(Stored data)
==========

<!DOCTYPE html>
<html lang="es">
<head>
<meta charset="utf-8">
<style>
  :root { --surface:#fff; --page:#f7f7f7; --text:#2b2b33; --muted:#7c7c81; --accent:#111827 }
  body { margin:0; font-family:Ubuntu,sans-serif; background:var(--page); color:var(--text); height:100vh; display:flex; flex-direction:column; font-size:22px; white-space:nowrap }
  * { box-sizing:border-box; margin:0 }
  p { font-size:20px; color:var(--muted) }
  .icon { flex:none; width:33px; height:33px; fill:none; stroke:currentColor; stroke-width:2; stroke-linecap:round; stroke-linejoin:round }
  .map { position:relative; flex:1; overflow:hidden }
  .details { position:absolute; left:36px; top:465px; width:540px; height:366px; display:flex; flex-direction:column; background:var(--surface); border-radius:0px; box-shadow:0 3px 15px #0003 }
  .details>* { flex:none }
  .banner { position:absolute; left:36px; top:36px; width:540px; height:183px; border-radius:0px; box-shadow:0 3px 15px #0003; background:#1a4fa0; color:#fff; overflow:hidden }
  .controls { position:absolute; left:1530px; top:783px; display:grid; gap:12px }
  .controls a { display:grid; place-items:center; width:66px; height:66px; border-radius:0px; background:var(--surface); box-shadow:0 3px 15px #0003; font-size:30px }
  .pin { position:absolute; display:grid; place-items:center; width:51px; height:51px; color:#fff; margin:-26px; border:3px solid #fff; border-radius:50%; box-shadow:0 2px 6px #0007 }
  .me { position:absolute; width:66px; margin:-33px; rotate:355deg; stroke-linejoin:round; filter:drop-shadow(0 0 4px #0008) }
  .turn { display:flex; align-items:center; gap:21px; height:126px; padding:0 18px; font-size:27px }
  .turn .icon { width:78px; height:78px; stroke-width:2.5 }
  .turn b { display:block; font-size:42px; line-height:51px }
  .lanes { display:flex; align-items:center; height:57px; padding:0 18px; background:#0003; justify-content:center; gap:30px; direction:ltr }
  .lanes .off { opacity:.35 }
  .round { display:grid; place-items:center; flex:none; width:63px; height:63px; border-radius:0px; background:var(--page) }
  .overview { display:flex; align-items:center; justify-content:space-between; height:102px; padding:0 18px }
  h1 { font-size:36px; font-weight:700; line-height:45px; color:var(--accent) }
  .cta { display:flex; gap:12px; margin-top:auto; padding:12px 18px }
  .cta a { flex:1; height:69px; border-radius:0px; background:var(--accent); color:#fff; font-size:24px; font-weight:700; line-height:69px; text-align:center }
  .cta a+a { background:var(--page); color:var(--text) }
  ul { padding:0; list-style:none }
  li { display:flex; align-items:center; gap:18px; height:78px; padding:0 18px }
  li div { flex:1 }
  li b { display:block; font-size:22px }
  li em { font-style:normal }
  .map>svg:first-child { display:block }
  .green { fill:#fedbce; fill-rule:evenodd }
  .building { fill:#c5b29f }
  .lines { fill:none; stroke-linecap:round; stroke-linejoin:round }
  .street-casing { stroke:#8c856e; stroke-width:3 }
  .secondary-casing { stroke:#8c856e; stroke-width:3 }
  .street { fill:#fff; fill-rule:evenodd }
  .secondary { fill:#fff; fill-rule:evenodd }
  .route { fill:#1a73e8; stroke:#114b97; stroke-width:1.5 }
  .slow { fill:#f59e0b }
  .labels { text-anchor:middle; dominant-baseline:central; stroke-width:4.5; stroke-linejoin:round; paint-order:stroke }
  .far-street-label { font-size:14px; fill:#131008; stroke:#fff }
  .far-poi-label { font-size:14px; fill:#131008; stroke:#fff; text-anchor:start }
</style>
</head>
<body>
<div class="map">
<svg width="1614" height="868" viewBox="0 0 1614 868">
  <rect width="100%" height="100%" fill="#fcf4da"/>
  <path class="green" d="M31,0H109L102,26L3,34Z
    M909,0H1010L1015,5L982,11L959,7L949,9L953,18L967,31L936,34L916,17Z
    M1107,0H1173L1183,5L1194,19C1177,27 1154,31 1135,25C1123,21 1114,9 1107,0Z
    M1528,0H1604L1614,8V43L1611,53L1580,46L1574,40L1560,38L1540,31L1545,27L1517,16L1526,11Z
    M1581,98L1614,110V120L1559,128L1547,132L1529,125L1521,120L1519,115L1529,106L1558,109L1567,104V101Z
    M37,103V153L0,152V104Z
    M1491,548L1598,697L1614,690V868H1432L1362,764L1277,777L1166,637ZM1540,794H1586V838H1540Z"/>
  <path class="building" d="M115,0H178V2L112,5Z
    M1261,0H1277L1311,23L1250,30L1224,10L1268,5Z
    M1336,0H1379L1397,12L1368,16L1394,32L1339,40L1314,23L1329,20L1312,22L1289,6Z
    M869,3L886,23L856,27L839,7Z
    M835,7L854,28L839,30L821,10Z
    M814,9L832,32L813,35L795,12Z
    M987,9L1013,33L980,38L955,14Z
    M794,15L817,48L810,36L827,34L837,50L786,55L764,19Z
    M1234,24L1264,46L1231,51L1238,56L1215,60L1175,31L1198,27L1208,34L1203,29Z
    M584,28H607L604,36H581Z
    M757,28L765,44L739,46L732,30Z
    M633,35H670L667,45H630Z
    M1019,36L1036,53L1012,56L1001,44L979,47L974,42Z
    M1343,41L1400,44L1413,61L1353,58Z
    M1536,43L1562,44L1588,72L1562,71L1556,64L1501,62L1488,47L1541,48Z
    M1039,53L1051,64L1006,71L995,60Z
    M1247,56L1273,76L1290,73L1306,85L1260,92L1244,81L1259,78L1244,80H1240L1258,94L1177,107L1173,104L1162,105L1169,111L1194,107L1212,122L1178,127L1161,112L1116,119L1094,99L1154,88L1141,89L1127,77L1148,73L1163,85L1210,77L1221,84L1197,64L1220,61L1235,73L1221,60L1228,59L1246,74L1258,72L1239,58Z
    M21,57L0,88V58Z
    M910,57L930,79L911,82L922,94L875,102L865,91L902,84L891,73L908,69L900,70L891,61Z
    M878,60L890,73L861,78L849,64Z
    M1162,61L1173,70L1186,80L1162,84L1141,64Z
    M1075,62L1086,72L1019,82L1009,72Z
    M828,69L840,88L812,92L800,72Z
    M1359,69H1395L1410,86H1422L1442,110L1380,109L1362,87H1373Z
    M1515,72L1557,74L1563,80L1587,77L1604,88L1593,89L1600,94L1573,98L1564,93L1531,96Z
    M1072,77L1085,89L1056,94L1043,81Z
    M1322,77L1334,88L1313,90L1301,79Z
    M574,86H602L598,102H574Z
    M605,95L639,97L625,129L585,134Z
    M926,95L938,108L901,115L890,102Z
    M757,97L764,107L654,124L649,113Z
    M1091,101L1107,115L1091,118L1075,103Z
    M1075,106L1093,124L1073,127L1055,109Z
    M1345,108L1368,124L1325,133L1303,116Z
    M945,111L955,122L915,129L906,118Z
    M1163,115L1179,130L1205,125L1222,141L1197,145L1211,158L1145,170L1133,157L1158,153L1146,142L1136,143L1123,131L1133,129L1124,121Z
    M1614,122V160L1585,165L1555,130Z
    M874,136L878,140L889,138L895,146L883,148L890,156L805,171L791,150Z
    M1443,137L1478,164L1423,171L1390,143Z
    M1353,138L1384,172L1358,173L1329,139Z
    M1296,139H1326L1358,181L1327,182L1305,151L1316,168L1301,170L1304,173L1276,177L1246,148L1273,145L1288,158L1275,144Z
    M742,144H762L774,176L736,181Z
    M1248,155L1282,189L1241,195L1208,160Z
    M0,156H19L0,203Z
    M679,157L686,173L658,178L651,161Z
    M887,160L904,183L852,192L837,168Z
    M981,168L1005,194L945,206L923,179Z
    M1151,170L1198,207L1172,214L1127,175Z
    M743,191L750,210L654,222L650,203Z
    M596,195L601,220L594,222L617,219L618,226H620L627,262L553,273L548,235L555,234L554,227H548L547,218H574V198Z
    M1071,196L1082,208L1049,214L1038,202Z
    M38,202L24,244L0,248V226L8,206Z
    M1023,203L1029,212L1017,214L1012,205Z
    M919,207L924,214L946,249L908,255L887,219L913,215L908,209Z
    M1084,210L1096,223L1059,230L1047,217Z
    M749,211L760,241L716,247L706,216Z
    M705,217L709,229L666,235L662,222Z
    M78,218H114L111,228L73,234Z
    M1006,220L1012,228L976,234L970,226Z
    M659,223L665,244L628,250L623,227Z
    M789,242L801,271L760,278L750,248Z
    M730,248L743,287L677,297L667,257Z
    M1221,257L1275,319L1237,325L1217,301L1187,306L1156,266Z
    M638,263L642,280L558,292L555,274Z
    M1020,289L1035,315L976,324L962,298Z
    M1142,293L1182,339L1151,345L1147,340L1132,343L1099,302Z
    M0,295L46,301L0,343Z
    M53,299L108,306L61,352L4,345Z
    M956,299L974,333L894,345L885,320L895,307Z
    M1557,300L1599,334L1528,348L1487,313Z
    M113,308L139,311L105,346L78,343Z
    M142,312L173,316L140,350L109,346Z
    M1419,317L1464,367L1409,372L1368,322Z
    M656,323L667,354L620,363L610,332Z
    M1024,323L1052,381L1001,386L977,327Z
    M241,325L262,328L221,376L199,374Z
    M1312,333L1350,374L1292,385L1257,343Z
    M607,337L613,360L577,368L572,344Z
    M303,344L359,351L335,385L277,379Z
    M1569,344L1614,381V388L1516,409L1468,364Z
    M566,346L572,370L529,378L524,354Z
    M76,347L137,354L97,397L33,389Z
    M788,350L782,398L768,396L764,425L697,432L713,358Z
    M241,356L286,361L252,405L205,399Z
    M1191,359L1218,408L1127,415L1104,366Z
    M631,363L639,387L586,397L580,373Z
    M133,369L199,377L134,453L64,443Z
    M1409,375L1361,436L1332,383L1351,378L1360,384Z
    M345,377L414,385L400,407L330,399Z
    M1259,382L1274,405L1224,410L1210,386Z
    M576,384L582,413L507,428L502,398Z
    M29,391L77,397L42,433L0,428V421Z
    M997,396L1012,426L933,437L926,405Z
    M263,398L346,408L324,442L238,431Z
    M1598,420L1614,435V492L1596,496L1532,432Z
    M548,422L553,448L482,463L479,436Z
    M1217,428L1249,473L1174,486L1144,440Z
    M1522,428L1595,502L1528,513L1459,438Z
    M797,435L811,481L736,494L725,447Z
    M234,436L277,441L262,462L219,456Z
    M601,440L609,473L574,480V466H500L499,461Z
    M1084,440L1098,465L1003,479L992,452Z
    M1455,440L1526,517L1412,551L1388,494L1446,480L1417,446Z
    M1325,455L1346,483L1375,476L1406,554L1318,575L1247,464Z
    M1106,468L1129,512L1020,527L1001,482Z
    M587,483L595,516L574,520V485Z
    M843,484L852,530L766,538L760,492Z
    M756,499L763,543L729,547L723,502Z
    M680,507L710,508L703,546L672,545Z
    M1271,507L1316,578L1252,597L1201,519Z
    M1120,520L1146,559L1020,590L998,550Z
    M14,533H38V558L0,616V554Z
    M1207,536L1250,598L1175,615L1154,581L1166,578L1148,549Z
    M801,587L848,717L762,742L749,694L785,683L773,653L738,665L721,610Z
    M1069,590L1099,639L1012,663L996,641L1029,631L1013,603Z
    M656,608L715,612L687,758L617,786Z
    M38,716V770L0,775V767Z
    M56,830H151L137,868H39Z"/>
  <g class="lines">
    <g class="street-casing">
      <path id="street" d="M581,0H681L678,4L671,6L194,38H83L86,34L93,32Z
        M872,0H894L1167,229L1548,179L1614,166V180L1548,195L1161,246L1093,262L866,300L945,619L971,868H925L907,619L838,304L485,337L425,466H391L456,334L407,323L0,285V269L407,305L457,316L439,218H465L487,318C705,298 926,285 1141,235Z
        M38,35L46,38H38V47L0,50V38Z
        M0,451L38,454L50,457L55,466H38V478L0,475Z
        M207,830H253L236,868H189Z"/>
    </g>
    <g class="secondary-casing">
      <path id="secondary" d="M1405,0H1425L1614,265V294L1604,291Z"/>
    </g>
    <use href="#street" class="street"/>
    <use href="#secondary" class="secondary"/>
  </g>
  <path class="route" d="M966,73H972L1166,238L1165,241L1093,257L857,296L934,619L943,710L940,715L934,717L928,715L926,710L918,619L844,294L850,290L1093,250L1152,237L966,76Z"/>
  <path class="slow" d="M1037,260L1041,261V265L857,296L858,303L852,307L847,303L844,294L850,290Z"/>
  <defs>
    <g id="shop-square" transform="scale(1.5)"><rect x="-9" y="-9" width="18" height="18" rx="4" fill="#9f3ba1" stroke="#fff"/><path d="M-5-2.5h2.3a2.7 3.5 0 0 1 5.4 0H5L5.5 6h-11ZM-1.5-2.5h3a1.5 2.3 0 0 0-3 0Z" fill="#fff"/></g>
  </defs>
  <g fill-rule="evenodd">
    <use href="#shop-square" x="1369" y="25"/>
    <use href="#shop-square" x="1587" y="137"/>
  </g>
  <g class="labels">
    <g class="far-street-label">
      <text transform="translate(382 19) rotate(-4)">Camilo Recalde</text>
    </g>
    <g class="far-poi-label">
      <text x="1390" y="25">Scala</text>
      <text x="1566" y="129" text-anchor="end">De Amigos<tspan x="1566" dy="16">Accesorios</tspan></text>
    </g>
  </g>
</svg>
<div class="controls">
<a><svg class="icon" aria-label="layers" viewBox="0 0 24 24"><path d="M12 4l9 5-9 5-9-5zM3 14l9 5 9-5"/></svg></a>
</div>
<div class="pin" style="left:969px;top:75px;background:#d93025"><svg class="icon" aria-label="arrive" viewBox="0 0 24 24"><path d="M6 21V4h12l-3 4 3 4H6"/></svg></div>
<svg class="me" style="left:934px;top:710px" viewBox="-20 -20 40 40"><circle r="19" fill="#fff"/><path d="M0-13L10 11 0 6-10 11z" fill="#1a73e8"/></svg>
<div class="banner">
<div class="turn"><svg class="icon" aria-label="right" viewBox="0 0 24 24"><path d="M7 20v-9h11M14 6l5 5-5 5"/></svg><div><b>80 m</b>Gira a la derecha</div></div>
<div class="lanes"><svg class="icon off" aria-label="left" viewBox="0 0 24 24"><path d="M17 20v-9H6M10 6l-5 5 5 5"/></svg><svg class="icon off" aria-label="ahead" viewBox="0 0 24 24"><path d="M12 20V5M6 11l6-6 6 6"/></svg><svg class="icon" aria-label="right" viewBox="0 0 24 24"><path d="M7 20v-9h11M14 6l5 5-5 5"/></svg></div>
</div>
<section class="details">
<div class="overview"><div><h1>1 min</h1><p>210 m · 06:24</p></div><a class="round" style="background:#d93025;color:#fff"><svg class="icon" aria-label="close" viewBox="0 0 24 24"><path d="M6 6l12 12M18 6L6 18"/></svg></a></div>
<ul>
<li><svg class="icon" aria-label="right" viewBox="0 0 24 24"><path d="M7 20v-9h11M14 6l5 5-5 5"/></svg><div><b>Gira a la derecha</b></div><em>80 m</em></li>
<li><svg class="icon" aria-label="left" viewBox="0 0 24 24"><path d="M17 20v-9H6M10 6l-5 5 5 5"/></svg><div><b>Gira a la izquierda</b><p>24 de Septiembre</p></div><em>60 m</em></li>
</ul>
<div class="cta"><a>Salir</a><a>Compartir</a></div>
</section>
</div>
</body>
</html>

==========

• WHAT IS NEEDED: Among the lines above, which ones hold the string "linecap"? Show them.

• TASK OUTPUT:
  .icon { flex:none; width:33px; height:33px; fill:none; stroke:currentColor; stroke-width:2; stroke-linecap:round; stroke-linejoin:round }
  .lines { fill:none; stroke-linecap:round; stroke-linejoin:round }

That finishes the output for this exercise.